となっていて、前半では、避難した洞窟の中まで追ってきたトロールたちからキャスカを守ろうと、ファルネーゼが奮闘しているところから始まります。トロールの撃退はガッツの力を借りないと無理なのですが、命を張って

キャスカを守ったことが、アルビオン修道院の惨事以来、自信をなくしていたファルネーゼに意欲を与えたようです。

中盤部分では、ガッツとトロールの戦いの血しぶきが呼び込んだのか、ゴッドハンドの一人「クリフォト」が、トロールの臓腑にとりついて実体化し、ガッツを闇の取り込もうとしてきます。ここで彼女とガッツとの地中でのバトルが展開されるのでお楽しみに。

そして、ガッツがクリフォトとの戦に力をとられているため、トロールの撃退は、シールケの肩にかかってきています。彼女は土の精霊の力を借りて、朽ちた木と汚泥の化身「腐根の主」を呼び出し、トロールを駆逐していきます。

ガッツは新しい仲間との共同戦を展開していく喜びをかみしめています。

しかし、トロールを撃退したのも束の間、フローラの棲む「霊樹の館」が使徒の群れに襲われ、屋形が炎上してしまいます。さらに、グリフィスの新生・白い鷹団の不死者・ゾッドほかの主要な武将たちも参戦し、ガッツたちは押しまくられていきます。

この危機を脱するため、シールケはフローラの最後の指示に従い、古の呪いのかかった「狂戦士の甲冑」をガッツに授け、甲冑の力を得たガッツは、使徒たちに立ち向かっていくのですが、その姿と強さは「魔神」ともいうべきもので・・という展開です。

第27巻 シールケは狂戦士の甲冑の呪いからガッツを解き放つ。グリフィスは首都ウィンダムに乗り込む

第27巻の構成は

火龍
業火の底
炎の旅立ち
魔都
恐帝
鬼兵(ダーカ)
魔騎士
魔神
眠り姫の目覚め
ー千年帝国の鷹編 鷹都の章ー
潮騒

となっていて、狂戦士の甲冑を身に着けたガッツは、グリフィス配下の北方の炎の巨人戦士・グルンベルトと互角以上の戦いをしていくのですが、徐々に、甲冑の呪いがガッツを蝕み、彼の心は正気を失っていきます。

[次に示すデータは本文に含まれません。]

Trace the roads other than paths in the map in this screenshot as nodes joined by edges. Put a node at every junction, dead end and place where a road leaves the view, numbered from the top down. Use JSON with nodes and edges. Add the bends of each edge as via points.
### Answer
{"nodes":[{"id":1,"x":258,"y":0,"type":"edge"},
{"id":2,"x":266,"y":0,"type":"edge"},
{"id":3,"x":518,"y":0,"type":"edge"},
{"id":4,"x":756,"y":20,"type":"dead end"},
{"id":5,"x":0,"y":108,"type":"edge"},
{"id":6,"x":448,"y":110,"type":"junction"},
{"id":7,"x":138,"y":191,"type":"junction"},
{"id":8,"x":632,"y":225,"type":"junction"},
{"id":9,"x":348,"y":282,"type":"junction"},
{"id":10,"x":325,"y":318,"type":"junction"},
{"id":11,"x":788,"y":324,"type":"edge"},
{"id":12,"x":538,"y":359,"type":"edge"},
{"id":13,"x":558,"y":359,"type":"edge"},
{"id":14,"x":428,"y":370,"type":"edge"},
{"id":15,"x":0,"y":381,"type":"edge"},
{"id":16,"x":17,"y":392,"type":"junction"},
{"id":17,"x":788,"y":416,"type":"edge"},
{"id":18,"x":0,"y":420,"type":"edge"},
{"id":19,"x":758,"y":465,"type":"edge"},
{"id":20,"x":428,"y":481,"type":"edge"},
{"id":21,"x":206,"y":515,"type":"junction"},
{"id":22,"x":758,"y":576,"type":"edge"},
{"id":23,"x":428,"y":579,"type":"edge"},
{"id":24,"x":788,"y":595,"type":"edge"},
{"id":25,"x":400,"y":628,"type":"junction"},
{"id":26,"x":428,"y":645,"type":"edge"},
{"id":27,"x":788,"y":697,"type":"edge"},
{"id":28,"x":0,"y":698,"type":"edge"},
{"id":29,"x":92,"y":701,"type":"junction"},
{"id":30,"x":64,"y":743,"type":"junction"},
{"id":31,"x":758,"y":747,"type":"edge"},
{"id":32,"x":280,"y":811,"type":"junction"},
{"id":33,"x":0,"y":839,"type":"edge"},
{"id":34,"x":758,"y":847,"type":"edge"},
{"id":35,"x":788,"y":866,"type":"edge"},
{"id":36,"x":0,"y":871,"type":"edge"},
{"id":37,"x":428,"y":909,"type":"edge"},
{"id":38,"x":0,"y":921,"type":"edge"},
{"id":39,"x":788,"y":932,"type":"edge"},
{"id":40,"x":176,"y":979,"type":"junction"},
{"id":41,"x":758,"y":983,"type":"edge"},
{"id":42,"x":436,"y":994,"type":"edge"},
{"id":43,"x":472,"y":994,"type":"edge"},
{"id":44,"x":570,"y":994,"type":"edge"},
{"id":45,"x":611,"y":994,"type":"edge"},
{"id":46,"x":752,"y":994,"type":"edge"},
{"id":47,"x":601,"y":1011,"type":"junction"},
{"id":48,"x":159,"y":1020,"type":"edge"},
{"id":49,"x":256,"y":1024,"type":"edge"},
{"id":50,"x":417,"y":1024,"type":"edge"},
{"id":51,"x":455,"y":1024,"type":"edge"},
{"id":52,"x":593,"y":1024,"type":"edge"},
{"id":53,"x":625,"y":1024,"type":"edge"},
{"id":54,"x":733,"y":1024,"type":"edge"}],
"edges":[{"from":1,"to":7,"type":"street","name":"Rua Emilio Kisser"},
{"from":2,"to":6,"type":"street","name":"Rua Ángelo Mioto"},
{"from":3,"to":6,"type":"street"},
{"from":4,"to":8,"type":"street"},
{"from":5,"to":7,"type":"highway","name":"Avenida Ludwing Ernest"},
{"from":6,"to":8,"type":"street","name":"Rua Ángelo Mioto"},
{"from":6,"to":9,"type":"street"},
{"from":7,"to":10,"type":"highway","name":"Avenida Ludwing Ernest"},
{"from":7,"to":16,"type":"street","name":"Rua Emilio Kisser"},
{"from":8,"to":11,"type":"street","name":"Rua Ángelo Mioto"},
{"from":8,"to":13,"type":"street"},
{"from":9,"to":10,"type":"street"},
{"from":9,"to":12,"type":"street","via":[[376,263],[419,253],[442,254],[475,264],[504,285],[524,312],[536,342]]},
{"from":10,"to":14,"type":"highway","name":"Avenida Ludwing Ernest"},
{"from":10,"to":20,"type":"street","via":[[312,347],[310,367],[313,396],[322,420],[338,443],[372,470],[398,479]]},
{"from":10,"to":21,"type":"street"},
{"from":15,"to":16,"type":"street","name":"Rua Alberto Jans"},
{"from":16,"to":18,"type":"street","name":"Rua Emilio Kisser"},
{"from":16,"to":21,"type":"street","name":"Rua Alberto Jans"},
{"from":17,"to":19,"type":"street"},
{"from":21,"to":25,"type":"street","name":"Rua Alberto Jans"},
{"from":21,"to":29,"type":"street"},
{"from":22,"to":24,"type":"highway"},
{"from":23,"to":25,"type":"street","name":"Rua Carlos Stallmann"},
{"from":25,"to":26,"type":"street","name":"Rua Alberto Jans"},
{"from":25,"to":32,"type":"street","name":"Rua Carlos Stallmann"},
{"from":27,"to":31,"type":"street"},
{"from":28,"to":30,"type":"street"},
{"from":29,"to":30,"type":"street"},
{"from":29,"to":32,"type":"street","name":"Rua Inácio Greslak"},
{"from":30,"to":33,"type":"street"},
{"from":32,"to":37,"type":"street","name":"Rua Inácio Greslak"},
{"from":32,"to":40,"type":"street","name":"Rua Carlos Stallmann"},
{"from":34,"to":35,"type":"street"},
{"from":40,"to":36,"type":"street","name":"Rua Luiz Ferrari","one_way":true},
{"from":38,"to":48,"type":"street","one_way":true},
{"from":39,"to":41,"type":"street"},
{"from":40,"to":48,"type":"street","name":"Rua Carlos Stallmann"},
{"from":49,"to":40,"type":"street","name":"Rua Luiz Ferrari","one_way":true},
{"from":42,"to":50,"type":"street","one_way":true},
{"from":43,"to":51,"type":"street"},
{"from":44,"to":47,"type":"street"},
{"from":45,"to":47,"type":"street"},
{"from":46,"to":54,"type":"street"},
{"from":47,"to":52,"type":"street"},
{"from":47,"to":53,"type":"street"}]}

そこで、シールケはフローラの遺言に従い、ガッツの心の中に入り込み、彼の心を正気に戻そうとするのですが果たして成功するのか・・という展開です。

中盤からは、舞台が、クシャーン人が侵攻したミッドランドの首都・ウィンダムに移ります。ミッドランドの国王崩御後、侵攻してきたクシャーン人によって王宮や都市は占拠され、シャルロット王女も王宮の塔内に監禁されています。

王宮を占拠しているクシャーン軍の主力は象兵や鬼兵で、それを統べる「恐帝」と呼ばれるガニシュカ大帝は、ほぼ魔物の化身といっていいですね。

これに対して、グリフィス率いる新生・白い鷹軍が攻めかかっていくわけですが、グリフィスの狙いは戦の勝利というより、別のところにあるようなのですが、詳細は原書で。

レビュアーの一言

「贖罪篇」までは、グリフィスとガッツとの友情物語と、ガッツが魔に落ちてキャスカを凌辱した恨みを晴らす物語で、ある意味、筋は一本化されていたのですが、アルビオン修道院で「蝕の模倣」によってグリフィスが蘇ってからは、ミッドランド国内に侵入した異国軍を撃退する「宗教戦争」っぽい要素も加わり、なおかつグリフィス自体が、魔の支配下にある様子も拭えないという多面的な物語展開になっています。

「贖罪篇」以前と「千年帝国の鷹篇」以降とでは、物語的には連続し。キャストも共通しているのですが、全く別物の物語と考えたほうがいいかもしれません。